• What is needed: In the entries below, how many lines include "road"? Reply with the number and nothing more.

• Records for processing:
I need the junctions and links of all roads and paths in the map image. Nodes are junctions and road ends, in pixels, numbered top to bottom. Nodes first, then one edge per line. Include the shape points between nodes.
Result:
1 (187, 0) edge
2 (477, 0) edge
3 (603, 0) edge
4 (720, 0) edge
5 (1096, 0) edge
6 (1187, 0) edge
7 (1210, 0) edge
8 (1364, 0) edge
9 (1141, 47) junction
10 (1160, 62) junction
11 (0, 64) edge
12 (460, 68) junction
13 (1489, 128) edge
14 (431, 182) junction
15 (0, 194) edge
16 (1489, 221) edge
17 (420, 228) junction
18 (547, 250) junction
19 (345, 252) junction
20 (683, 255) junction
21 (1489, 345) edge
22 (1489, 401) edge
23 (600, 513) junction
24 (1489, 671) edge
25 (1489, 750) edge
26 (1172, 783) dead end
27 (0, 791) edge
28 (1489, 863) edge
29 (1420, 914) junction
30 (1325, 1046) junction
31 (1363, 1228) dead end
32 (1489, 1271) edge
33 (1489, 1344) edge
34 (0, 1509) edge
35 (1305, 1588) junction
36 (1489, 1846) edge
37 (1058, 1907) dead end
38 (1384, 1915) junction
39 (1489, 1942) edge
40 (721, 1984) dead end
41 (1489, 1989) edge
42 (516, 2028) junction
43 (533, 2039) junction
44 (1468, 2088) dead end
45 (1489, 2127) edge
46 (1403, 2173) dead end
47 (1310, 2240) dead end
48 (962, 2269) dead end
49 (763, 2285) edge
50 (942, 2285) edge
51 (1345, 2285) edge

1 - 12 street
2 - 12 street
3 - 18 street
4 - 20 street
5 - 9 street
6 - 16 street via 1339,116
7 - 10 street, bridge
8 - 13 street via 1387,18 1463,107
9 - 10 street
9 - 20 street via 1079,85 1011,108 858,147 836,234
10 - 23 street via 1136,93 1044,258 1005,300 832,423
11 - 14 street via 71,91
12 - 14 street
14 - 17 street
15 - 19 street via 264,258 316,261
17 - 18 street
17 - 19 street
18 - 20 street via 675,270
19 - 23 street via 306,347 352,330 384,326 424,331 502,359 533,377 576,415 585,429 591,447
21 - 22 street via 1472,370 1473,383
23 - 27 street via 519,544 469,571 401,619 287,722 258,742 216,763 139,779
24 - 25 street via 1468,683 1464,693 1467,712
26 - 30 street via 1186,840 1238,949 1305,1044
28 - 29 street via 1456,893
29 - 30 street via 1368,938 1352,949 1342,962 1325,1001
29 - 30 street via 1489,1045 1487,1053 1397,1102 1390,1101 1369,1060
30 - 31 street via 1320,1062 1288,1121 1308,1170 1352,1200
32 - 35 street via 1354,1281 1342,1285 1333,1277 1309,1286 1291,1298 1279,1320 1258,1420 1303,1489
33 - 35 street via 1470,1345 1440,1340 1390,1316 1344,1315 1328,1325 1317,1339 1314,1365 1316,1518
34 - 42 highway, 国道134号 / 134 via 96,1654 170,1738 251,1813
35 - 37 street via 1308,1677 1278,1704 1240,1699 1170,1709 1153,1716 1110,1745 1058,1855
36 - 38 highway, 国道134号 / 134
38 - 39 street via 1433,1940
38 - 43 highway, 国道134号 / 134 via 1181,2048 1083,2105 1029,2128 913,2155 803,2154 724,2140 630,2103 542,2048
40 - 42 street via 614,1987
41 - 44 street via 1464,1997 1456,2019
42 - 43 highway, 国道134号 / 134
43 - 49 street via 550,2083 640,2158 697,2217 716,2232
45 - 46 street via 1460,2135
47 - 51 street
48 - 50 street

---

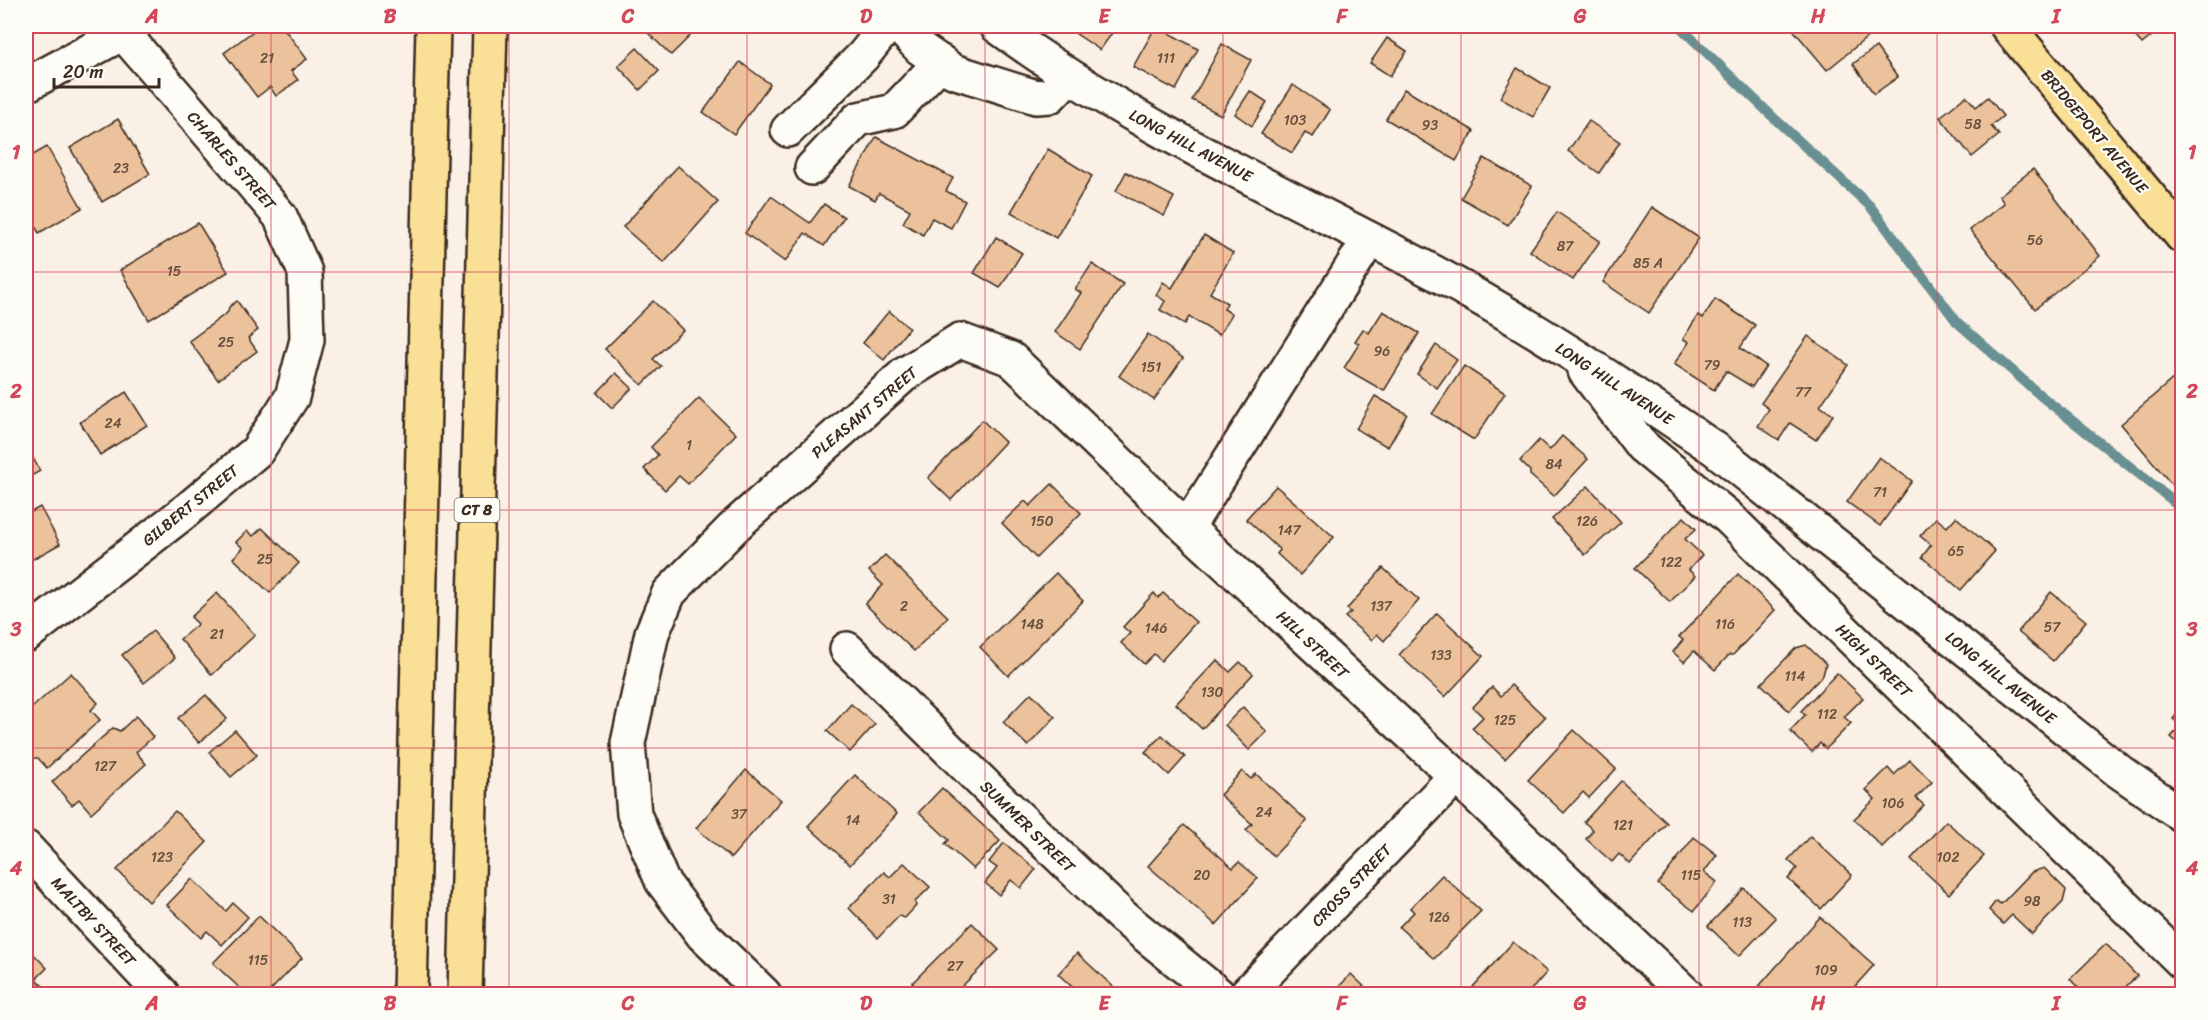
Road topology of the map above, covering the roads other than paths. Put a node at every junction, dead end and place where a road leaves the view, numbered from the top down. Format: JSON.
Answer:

• Answer space: 2